First, a quick summary of the controversial changes in CPI measurement:
On one side of the inflation controversy are economists that contend that the CPI for years was systematically overstating price levels to the tune of 0.8% to 1.6% per year. These were the findings of the Boskin Commission, appointed by the Senate Finance Committee in 1995 to study the effectiveness of the CPI estimates, finally resulting in the late 90's changes mentioned above.
In the other camp are those that believe the pre-1982 methods of measuring inflation would give a truer picture of the debasing of the dollar and the impact of price changes on people's well-being. A well known, vocal proponent of this point of view is Walter J. "John" Williams and his work can be found on his Shadow Government Statistics website. Here is his 2006 take on the changes to CPI measurement:
The CPI was designed to help businesses, individuals and the government adjust their financial planning and considerations for the impact of inflation. The CPI worked reasonably well for those purposes into the early-1980s. In recent decades, however, the reporting system increasingly succumbed to pressures from miscreant politicians, who were and are intent upon stealing income from social security recipients, without ever taking the issue of reduced entitlement payments before the public or Congress for approval.
In particular, changes made in CPI methodology during the Clinton Administration understated inflation significantly, and, through a cumulative effect with earlier changes that began in the late-Carter and early Reagan Administrations have reduced current social security payments by roughly half from where they would have been otherwise.

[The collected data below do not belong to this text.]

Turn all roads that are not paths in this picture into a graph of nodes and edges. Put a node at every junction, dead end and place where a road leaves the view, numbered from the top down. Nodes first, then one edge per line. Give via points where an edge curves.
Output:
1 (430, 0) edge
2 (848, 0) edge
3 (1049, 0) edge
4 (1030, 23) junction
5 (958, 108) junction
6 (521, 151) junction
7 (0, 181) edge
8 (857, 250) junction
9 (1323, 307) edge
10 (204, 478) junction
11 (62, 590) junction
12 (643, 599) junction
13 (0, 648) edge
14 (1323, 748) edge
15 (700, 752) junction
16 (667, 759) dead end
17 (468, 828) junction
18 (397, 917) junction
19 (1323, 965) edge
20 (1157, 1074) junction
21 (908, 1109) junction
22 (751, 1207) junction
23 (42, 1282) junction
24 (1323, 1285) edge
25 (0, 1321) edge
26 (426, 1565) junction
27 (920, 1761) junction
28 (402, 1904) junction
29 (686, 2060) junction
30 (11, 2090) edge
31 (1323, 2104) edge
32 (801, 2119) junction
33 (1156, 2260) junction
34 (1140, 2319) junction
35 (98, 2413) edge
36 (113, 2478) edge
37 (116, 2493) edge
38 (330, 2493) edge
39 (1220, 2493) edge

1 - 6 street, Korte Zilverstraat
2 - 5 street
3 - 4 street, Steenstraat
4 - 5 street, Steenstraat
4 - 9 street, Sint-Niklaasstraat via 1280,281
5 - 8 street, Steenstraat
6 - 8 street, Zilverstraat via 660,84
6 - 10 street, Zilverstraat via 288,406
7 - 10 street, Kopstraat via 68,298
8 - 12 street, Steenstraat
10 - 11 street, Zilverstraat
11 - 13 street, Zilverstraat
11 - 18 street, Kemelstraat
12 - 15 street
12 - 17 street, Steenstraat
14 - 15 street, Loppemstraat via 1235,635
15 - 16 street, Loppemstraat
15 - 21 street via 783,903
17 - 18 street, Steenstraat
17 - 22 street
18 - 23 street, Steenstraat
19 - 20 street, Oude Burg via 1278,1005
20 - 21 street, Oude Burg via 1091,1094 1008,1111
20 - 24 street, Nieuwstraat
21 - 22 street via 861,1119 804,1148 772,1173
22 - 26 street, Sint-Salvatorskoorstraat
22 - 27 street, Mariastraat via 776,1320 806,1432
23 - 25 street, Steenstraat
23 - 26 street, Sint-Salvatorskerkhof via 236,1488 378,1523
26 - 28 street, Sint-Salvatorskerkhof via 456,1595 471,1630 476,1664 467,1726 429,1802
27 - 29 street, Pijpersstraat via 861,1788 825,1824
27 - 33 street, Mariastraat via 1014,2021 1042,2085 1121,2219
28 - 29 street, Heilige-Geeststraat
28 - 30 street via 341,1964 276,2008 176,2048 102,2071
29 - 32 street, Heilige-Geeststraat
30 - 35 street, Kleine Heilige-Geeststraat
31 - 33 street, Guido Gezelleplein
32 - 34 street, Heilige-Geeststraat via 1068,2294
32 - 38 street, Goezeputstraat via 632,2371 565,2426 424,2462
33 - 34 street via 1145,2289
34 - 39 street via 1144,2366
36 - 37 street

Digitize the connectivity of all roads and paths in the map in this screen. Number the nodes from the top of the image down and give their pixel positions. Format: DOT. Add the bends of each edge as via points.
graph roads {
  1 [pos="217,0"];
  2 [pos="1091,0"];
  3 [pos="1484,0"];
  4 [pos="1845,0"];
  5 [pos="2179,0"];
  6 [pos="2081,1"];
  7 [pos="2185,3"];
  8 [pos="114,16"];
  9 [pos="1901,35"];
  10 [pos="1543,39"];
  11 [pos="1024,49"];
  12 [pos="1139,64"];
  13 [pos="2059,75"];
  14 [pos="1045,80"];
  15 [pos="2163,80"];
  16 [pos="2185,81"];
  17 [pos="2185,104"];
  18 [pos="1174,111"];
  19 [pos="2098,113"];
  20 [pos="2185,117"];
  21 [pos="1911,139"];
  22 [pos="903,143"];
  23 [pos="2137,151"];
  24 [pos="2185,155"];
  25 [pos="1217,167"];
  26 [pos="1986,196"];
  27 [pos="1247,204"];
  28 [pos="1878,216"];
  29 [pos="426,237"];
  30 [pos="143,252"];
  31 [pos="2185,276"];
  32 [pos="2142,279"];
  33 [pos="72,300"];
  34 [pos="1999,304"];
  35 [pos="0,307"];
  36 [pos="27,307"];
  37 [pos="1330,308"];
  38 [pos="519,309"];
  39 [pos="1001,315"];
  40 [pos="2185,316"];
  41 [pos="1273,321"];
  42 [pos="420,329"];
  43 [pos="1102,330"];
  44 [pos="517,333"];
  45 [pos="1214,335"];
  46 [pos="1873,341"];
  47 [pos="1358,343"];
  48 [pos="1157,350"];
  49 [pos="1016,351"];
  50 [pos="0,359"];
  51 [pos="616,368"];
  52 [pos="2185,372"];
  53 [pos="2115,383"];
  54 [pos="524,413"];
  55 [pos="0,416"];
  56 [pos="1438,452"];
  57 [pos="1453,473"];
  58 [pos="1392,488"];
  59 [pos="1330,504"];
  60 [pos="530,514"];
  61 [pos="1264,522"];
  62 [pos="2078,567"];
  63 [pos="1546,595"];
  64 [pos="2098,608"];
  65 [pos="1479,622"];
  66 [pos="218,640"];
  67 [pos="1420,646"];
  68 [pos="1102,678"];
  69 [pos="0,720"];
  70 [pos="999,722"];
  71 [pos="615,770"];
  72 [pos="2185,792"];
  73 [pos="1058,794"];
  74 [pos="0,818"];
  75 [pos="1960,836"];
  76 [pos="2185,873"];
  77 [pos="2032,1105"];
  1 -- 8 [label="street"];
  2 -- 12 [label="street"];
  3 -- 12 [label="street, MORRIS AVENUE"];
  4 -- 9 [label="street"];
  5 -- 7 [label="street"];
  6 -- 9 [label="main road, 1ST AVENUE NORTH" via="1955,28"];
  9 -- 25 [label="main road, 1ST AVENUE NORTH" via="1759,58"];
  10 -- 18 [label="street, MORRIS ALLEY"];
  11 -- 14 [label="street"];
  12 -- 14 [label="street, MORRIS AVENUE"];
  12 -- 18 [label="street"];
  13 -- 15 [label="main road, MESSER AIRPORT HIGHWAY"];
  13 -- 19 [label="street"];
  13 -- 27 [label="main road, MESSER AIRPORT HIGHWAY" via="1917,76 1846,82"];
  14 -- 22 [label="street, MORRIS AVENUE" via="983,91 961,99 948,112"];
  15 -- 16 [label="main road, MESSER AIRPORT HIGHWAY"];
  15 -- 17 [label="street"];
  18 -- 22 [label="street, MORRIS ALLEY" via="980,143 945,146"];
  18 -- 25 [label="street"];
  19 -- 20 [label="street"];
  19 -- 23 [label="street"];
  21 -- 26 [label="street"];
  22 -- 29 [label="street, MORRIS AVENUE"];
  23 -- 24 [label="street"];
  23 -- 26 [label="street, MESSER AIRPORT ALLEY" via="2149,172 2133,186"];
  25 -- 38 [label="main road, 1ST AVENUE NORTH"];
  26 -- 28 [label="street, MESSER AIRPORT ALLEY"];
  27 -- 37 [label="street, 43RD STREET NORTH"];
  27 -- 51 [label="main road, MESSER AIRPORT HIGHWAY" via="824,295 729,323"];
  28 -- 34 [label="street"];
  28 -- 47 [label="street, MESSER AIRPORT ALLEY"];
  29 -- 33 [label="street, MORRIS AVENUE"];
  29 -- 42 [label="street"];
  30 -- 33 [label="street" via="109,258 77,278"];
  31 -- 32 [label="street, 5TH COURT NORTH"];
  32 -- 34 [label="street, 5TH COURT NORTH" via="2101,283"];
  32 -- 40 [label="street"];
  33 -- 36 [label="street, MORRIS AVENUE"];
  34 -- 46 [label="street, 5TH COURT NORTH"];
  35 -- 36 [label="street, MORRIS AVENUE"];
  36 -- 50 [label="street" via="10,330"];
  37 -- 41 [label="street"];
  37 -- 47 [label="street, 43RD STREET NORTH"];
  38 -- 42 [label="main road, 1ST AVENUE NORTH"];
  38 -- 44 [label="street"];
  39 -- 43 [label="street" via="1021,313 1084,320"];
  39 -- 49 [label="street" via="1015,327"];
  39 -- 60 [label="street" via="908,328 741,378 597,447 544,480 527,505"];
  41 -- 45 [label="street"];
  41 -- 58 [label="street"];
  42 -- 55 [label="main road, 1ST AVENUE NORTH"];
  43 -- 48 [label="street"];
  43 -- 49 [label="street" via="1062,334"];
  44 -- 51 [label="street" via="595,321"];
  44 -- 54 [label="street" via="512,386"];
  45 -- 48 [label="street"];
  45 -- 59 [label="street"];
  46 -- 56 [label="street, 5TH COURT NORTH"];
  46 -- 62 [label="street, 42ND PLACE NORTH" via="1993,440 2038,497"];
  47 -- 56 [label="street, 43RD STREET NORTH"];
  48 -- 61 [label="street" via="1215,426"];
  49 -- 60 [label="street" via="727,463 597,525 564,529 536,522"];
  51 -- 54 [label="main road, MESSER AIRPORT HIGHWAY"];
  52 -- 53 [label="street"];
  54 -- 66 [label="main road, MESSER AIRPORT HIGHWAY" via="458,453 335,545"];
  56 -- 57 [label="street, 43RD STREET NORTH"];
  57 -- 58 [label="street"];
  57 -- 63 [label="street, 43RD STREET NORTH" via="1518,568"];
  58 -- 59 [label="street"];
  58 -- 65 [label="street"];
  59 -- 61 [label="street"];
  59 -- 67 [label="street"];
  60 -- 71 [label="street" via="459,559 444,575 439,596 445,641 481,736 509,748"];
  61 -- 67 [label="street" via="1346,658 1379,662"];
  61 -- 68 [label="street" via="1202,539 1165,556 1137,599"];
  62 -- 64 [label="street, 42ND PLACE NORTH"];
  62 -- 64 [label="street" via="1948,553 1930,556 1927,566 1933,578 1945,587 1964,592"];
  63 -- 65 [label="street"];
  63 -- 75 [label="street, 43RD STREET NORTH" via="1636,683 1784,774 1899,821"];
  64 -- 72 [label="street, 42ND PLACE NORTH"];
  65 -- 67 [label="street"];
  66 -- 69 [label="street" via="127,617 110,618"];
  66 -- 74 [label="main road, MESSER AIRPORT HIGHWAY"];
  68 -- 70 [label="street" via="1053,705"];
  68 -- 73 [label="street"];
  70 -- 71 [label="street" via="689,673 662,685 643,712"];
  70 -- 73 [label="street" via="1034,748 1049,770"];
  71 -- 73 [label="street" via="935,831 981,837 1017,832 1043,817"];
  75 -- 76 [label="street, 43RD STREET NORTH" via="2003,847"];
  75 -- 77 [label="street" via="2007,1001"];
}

That means Social Security checks today would be about double had the various changes not been made. In like manner, anyone involved in commerce, who relies on receiving payments adjusted for the CPI, has been similarly damaged. On the other side, if you are making payments based on the CPI (i.e., the federal government), you are making out like a bandit.
According to Shadow Stats, the current annualized inflation rate, measured using older pre-1982 methodology is about 10.5%, compared to the official rate of a little over 2.9%--over 7% higher!
Ignoring the 1983 housing change, the cumulative impact of the other methodological changes is less dramatic, but still significantly large enough to be make a major dent in the COLA adjustments to your government check.
Are Williams and other critics right, and the federal government is manipulating statistics to hold the official inflation down? I'm not qualified to pass final judgment on the BLS statisics, but I have to say their methodology seems OK to me. For one thing, if the Shadow Stats' numbers were used and Social Security and government pensions were all about double today's level--does that even pass the smell test? It's not like wages and salaries have been rising at a screaming pace. Does it seem right that Social Security benefits and pensions should be rising at over 10% per year? I don't think so.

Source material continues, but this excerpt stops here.